What to work on: From the entries, copy each line that includes "Spartan".

====== Data in this exercise ======

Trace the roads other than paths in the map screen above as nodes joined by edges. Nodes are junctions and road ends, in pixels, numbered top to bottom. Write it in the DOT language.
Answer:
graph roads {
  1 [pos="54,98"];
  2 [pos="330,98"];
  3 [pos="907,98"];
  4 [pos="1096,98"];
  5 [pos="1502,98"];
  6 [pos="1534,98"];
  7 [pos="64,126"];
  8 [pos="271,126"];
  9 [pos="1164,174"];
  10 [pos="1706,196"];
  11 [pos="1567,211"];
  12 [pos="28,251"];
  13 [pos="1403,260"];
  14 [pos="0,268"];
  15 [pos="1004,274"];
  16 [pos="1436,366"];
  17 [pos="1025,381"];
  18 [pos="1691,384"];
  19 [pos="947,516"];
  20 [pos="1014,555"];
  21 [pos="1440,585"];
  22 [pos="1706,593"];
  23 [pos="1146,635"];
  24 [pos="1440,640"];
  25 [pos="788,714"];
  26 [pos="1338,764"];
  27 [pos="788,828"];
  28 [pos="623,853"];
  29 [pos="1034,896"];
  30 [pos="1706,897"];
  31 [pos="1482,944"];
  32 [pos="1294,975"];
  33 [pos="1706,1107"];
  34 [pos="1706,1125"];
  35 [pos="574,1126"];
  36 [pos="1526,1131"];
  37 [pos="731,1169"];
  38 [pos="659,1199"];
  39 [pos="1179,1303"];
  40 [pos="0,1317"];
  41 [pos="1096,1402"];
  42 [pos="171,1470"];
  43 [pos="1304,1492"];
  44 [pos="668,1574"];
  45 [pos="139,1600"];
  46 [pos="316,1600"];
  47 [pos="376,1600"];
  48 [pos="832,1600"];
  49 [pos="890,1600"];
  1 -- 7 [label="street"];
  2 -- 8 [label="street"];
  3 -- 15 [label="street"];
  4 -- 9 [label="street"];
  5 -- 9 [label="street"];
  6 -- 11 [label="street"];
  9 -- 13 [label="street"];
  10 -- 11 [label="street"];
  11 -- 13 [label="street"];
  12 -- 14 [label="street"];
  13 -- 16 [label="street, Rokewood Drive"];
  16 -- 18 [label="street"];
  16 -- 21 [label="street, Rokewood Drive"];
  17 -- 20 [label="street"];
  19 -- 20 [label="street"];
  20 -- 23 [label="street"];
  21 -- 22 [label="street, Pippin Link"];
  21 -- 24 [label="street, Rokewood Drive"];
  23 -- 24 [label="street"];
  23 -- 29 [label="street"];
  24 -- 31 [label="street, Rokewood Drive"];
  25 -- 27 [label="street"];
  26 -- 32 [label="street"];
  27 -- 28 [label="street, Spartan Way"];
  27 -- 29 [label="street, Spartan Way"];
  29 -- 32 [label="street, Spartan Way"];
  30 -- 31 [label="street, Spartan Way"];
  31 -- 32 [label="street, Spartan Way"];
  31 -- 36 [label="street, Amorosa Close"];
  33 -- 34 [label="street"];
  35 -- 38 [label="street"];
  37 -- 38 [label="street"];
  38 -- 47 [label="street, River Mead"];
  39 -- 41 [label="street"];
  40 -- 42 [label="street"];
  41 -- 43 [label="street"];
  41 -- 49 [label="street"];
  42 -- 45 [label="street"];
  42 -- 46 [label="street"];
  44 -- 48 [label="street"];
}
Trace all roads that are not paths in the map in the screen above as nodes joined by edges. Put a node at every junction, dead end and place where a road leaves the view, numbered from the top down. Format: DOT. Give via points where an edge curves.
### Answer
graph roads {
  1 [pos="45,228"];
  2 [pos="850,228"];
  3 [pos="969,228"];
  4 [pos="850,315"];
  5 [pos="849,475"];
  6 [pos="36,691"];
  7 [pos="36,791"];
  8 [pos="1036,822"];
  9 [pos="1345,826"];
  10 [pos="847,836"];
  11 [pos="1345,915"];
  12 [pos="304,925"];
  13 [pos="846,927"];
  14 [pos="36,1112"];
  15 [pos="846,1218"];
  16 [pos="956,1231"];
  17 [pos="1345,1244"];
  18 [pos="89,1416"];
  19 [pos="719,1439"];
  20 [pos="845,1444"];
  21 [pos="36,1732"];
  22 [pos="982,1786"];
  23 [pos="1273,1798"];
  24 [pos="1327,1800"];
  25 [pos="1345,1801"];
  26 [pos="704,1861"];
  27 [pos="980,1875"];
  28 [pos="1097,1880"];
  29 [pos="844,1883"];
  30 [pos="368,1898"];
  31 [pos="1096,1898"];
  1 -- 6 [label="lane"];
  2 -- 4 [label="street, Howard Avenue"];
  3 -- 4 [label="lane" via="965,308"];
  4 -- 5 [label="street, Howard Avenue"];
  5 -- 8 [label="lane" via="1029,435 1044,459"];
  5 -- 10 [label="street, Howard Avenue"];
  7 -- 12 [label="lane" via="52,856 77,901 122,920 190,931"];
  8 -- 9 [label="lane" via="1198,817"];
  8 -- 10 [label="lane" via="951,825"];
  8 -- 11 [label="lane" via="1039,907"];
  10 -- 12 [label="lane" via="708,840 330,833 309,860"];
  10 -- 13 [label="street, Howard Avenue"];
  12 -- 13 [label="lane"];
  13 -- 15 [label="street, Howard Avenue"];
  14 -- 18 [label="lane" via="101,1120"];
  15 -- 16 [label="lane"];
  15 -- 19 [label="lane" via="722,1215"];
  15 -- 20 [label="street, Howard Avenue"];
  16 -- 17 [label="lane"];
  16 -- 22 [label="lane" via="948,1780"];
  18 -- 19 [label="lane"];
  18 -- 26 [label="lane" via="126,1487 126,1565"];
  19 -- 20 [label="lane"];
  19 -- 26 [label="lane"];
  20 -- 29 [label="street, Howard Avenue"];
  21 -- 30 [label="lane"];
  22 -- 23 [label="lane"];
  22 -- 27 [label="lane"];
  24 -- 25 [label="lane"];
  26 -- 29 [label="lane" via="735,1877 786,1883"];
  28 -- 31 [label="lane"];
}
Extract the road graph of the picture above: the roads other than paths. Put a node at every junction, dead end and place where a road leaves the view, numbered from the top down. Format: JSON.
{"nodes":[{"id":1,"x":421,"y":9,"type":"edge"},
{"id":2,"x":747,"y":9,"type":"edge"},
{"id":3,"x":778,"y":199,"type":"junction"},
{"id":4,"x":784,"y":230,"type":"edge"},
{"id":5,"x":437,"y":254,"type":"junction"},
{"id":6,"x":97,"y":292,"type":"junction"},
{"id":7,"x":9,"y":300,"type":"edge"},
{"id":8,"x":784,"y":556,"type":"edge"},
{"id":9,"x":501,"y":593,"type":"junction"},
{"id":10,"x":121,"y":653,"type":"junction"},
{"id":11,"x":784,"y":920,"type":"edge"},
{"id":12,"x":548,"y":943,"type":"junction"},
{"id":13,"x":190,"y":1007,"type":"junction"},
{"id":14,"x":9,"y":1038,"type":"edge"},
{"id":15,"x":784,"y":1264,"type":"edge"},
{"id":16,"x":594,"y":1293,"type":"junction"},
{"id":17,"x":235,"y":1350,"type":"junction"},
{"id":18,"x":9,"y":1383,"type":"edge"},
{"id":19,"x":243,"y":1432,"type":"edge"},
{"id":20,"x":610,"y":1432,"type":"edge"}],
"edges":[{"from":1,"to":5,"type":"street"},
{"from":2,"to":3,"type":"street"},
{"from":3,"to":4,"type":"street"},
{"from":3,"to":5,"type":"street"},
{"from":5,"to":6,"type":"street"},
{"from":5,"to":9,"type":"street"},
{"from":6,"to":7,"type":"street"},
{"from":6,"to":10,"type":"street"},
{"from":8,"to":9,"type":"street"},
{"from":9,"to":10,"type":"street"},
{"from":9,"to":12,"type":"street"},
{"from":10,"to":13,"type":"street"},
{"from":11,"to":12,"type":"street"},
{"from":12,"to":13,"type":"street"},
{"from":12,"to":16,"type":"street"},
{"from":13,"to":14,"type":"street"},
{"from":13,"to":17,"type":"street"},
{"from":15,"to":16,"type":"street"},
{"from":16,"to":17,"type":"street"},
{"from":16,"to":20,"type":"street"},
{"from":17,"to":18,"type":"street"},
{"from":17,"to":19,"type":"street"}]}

======

Reply to the task:
  27 -- 28 [label="street, Spartan Way"];
  27 -- 29 [label="street, Spartan Way"];
  29 -- 32 [label="street, Spartan Way"];
  30 -- 31 [label="street, Spartan Way"];
  31 -- 32 [label="street, Spartan Way"];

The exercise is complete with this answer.